## [What this task involves]
Leaving out the images, transcribe every record below exactly.

## [Task inputs]
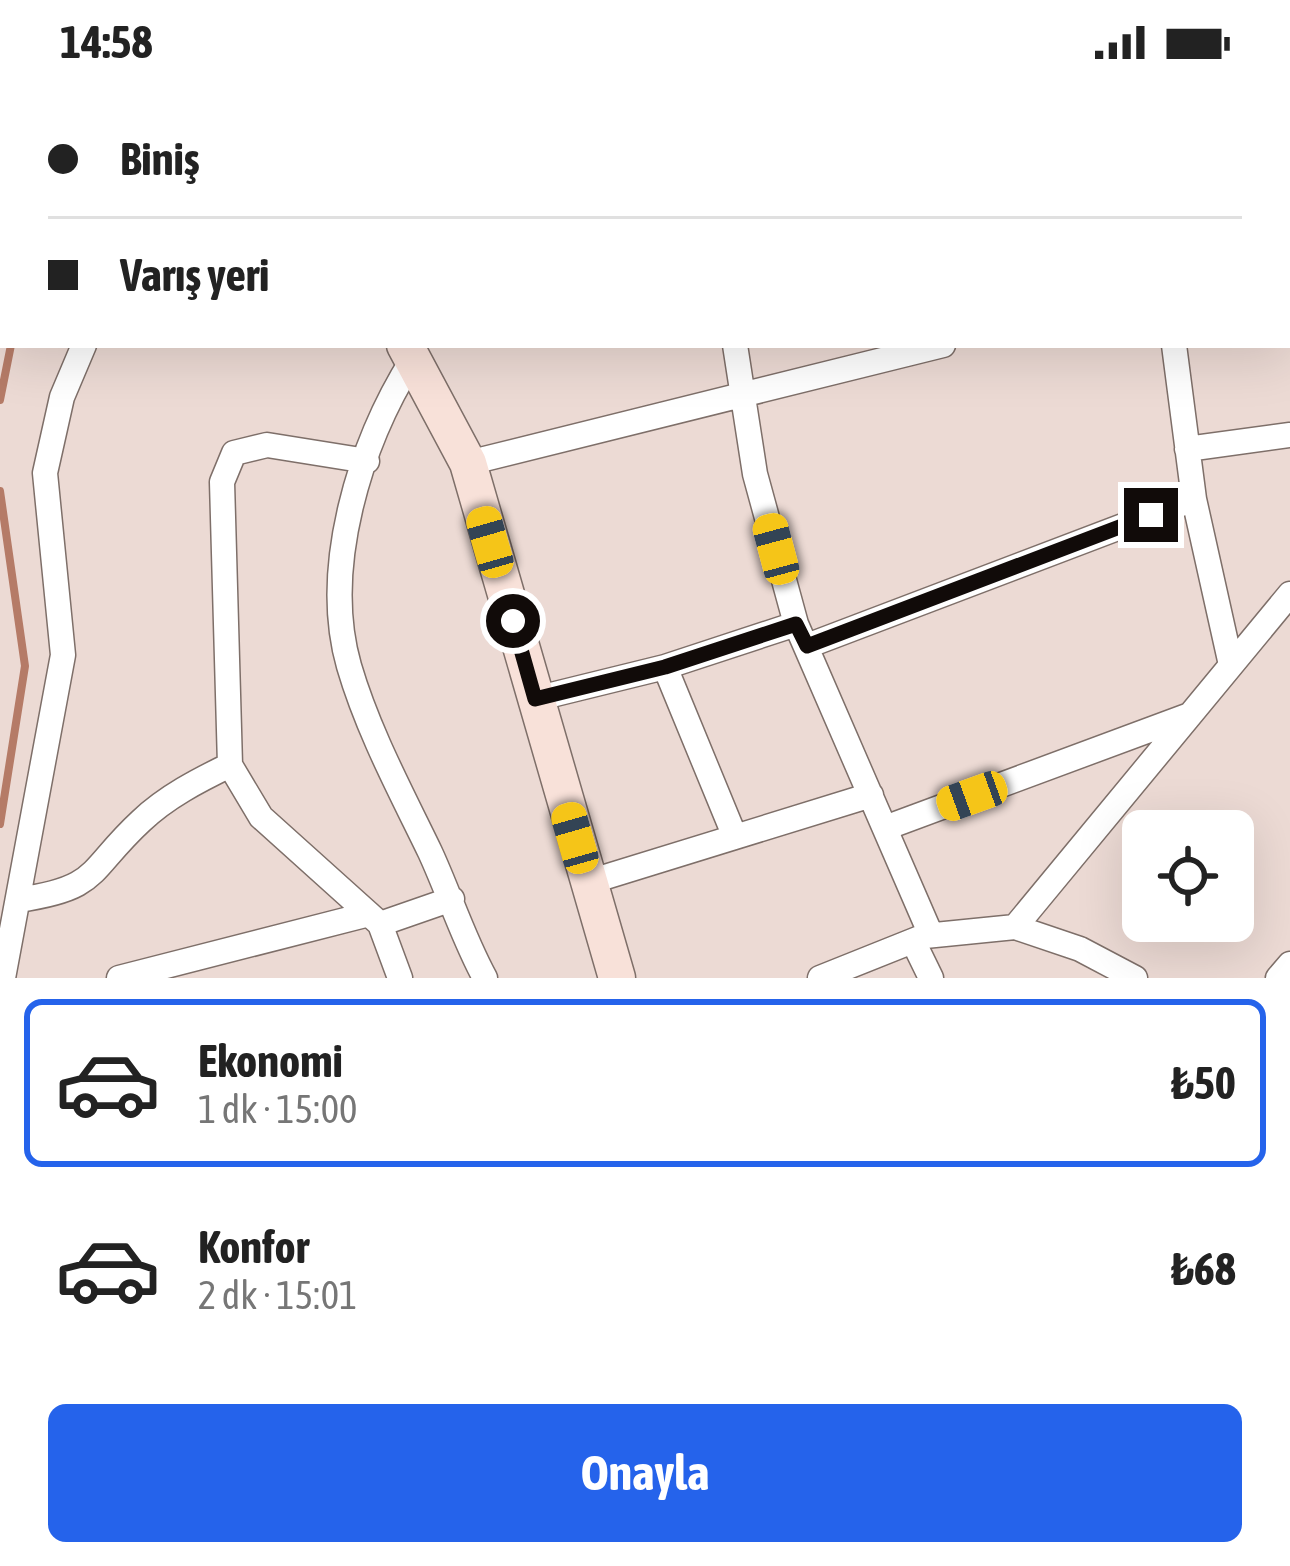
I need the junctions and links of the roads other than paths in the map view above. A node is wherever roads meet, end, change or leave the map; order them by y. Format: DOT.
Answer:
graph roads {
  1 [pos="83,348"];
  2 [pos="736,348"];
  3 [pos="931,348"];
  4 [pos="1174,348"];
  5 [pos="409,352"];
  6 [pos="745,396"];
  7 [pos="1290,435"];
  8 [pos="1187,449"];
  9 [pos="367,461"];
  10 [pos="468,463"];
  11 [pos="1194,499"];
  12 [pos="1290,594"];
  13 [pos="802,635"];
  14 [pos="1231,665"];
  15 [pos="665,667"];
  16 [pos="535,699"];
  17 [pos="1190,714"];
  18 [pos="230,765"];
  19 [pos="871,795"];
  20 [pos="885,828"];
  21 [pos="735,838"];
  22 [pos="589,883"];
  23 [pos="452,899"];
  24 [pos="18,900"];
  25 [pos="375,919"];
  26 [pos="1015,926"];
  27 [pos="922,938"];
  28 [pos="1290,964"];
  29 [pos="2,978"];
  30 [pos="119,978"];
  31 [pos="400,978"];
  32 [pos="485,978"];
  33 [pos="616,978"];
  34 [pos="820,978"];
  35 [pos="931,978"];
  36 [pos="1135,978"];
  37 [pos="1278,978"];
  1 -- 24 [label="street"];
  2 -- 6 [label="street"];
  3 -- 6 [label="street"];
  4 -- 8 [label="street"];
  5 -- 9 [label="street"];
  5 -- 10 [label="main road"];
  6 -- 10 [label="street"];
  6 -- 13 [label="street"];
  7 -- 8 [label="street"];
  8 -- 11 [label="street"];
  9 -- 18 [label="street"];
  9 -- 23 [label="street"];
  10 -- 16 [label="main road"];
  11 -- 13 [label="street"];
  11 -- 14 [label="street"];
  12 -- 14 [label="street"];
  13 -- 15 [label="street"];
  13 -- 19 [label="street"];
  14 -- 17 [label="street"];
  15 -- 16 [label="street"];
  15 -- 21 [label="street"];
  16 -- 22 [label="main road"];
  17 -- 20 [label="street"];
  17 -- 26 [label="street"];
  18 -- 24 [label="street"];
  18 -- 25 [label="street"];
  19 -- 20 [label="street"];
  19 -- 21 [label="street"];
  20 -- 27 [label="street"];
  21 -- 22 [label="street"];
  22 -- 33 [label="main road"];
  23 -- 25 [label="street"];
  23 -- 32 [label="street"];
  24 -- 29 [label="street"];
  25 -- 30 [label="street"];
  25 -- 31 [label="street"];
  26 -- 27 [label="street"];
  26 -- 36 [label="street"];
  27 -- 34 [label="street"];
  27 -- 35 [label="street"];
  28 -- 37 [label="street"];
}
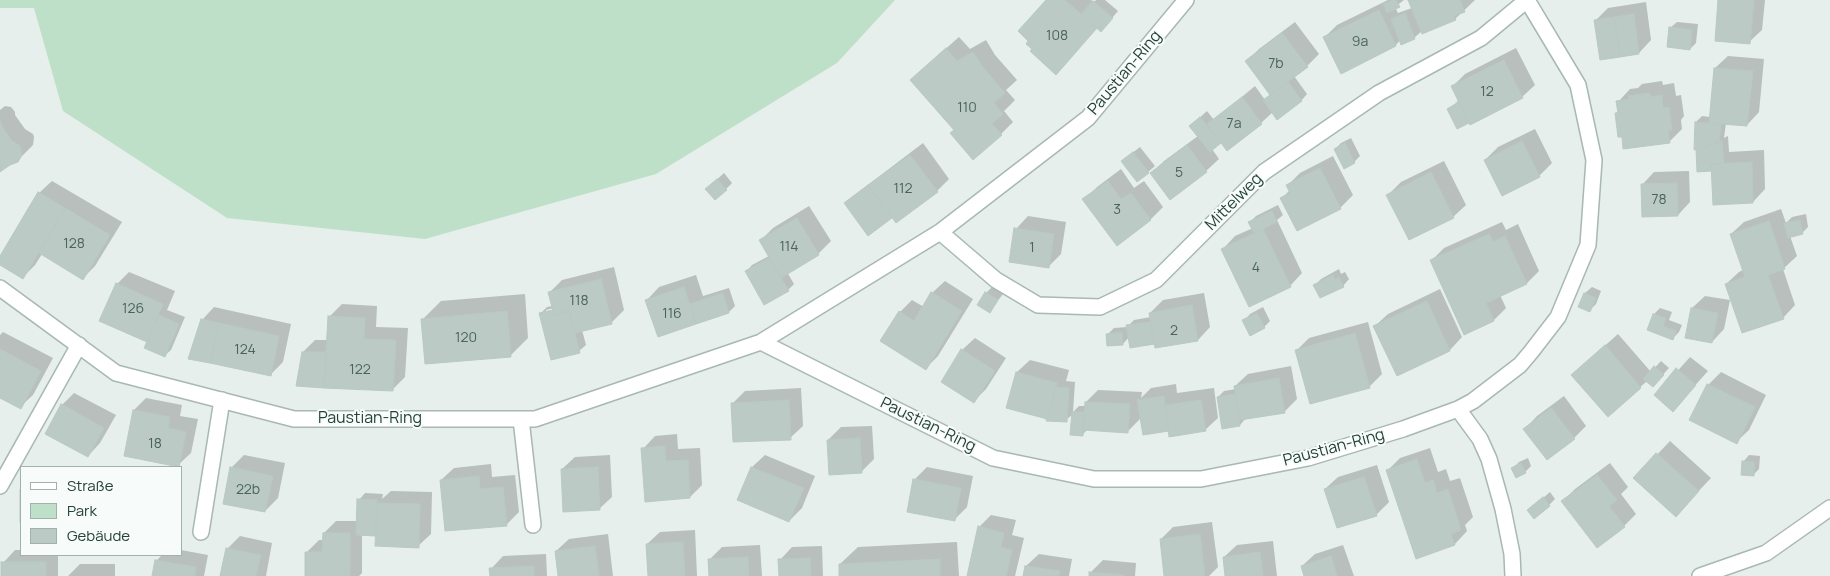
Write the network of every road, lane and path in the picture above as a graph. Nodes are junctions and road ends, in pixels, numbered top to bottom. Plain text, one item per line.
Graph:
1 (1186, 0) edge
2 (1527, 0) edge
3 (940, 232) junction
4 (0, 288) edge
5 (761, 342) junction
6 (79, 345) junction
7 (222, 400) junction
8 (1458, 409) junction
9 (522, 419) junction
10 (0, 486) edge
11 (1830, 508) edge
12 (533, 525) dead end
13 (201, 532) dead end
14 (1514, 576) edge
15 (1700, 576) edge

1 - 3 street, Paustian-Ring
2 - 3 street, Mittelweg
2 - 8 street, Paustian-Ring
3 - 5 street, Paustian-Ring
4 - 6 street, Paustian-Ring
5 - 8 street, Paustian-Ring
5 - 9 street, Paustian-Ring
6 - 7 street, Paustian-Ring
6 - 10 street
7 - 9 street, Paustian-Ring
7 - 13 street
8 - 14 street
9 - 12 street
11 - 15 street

## [Written response]
I need the junctions and links of the roads other than paths in the map view above. A node is wherever roads meet, end, change or leave the map; order them by y. Format: DOT.
Answer:
graph roads {
  1 [pos="83,348"];
  2 [pos="736,348"];
  3 [pos="931,348"];
  4 [pos="1174,348"];
  5 [pos="409,352"];
  6 [pos="745,396"];
  7 [pos="1290,435"];
  8 [pos="1187,449"];
  9 [pos="367,461"];
  10 [pos="468,463"];
  11 [pos="1194,499"];
  12 [pos="1290,594"];
  13 [pos="802,635"];
  14 [pos="1231,665"];
  15 [pos="665,667"];
  16 [pos="535,699"];
  17 [pos="1190,714"];
  18 [pos="230,765"];
  19 [pos="871,795"];
  20 [pos="885,828"];
  21 [pos="735,838"];
  22 [pos="589,883"];
  23 [pos="452,899"];
  24 [pos="18,900"];
  25 [pos="375,919"];
  26 [pos="1015,926"];
  27 [pos="922,938"];
  28 [pos="1290,964"];
  29 [pos="2,978"];
  30 [pos="119,978"];
  31 [pos="400,978"];
  32 [pos="485,978"];
  33 [pos="616,978"];
  34 [pos="820,978"];
  35 [pos="931,978"];
  36 [pos="1135,978"];
  37 [pos="1278,978"];
  1 -- 24 [label="street"];
  2 -- 6 [label="street"];
  3 -- 6 [label="street"];
  4 -- 8 [label="street"];
  5 -- 9 [label="street"];
  5 -- 10 [label="main road"];
  6 -- 10 [label="street"];
  6 -- 13 [label="street"];
  7 -- 8 [label="street"];
  8 -- 11 [label="street"];
  9 -- 18 [label="street"];
  9 -- 23 [label="street"];
  10 -- 16 [label="main road"];
  11 -- 13 [label="street"];
  11 -- 14 [label="street"];
  12 -- 14 [label="street"];
  13 -- 15 [label="street"];
  13 -- 19 [label="street"];
  14 -- 17 [label="street"];
  15 -- 16 [label="street"];
  15 -- 21 [label="street"];
  16 -- 22 [label="main road"];
  17 -- 20 [label="street"];
  17 -- 26 [label="street"];
  18 -- 24 [label="street"];
  18 -- 25 [label="street"];
  19 -- 20 [label="street"];
  19 -- 21 [label="street"];
  20 -- 27 [label="street"];
  21 -- 22 [label="street"];
  22 -- 33 [label="main road"];
  23 -- 25 [label="street"];
  23 -- 32 [label="street"];
  24 -- 29 [label="street"];
  25 -- 30 [label="street"];
  25 -- 31 [label="street"];
  26 -- 27 [label="street"];
  26 -- 36 [label="street"];
  27 -- 34 [label="street"];
  27 -- 35 [label="street"];
  28 -- 37 [label="street"];
}
Write the network of every road, lane and path in the picture above as a graph. Nodes are junctions and road ends, in pixels, numbered top to bottom. Plain text, one item per line.
Graph:
1 (1186, 0) edge
2 (1527, 0) edge
3 (940, 232) junction
4 (0, 288) edge
5 (761, 342) junction
6 (79, 345) junction
7 (222, 400) junction
8 (1458, 409) junction
9 (522, 419) junction
10 (0, 486) edge
11 (1830, 508) edge
12 (533, 525) dead end
13 (201, 532) dead end
14 (1514, 576) edge
15 (1700, 576) edge

1 - 3 street, Paustian-Ring
2 - 3 street, Mittelweg
2 - 8 street, Paustian-Ring
3 - 5 street, Paustian-Ring
4 - 6 street, Paustian-Ring
5 - 8 street, Paustian-Ring
5 - 9 street, Paustian-Ring
6 - 7 street, Paustian-Ring
6 - 10 street
7 - 9 street, Paustian-Ring
7 - 13 street
8 - 14 street
9 - 12 street
11 - 15 street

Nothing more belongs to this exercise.